Братья смотрели на него с пониманием. Еще пять лет назад притязания Улеба внушали им гнев и досаду. Они видели в нем такого же сына бывшей Ингваровой хоти, как они все, только и отличия, что его мать – сестра Эльги и ближе к ней, чем другие полонянки-наложницы. Так и почему ему такая честь? Ту разницу, что он-то, не в пример им всем, был сыном самого Ингвара, а не новых мужей его прежних жен, никто в расчет не принимал.

– Вот что я вам скажу, дренги! – Игмор стукнул кулаком по доскам причала, на которых сидел. – Пока жив он, не будет нам ни покоя, ни чести.

– Ну а куда ж он денется? – отозвался Агмунд.

– Надо, чтобы делся куда.

– Это как?

– Прикинуть надо. Вон он, в Хольмгарде. – Игмор кивнул через реку, где в поприще с небольшим виднелся холм бывшего стольного города. – Добраться-то до него немудрено…

– Ты не шутишь? – недоверчиво спросил Красен.

– Шучу! – мрачно ответил Игмор. – Сейчас в пляс пущусь. Велеба зови, пускай бренчит.

Они снова помолчали. Все соглашались, что избавиться от Улеба навсегда было бы очень хорошо: именно он виделся гридям главным препятствием на пути к миру в земле словенской. К миру – это значит к полной покорности ее Святославу, как и надлежит. Да и устроить это было им несложно. Но что-то в душе противилось. Они все выросли вместе с Улебом. Понимали, что сам он мало в чем виноват. Трудно решиться умышлять на человека княжеской крови, Ингварова сына, Святославова брата.

– Нет. – Градимир мотнул головой. – Не пойдет на это Святослав. Его вон за девку запозорили, что свою кровь обидел, а то ведь брат!

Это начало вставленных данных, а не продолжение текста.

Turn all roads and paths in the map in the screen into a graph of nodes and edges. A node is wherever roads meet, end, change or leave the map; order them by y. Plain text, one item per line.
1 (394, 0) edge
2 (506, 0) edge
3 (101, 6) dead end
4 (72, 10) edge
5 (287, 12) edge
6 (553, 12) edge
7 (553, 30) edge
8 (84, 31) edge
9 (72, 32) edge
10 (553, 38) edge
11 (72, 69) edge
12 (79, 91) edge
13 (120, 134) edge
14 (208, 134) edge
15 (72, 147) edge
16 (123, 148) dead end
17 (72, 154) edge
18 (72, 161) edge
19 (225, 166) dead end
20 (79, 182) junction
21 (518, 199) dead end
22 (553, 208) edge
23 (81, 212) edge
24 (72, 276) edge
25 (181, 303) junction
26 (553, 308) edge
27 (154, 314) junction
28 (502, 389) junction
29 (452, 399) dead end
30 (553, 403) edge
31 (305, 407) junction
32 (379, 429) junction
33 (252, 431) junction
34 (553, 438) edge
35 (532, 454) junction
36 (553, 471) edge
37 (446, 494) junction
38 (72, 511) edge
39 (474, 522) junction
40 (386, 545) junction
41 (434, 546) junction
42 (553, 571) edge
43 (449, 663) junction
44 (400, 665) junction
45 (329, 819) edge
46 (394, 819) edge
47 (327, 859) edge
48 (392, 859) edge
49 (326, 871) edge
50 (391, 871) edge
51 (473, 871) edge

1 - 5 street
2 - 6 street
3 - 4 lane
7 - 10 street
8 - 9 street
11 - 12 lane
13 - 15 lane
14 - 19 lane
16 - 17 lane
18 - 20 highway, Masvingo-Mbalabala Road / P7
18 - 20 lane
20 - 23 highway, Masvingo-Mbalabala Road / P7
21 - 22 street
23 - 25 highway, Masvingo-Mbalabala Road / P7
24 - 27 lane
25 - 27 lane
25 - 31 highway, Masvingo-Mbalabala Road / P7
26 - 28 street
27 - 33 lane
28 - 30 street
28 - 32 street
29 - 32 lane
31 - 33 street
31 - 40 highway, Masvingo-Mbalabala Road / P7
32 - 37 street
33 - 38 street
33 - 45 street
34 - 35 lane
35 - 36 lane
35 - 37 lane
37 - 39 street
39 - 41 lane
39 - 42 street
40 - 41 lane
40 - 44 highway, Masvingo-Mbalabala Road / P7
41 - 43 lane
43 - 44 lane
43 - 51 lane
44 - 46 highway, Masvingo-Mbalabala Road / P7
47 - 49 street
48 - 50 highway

– Святослав не пойдет, – кивнул нечесаной головой Игмор. – А мы…

– Что – мы?

– А мы на что у него? Будет его кто в бою секирой рубить – я прикрою. И ты. И ты, Доброшка. Иначе зачем мы на свете живем? Надо будет ему болото перейти, гати не случится – я лягу, пусть по моей спине идет. А кто боится ручки-ножки замарать, – Игмор грозно оглядел притихшую братию, – не брат мне больше, жма!

* * *

В Берову избу, откуда Мальфрид так и не решилась пока выйти, попросив лишь, чтобы к ней принесли обоих мальцов, заглянула Ита.

– Там приехали Богомысл и Сдеслав, – доложила она. – Госпожа спрашивает, что им говорить.

Трое внуков Сванхейд переглянулись. Поистине настали удивительные времена, если мудрая госпожа присылает за советом к ним.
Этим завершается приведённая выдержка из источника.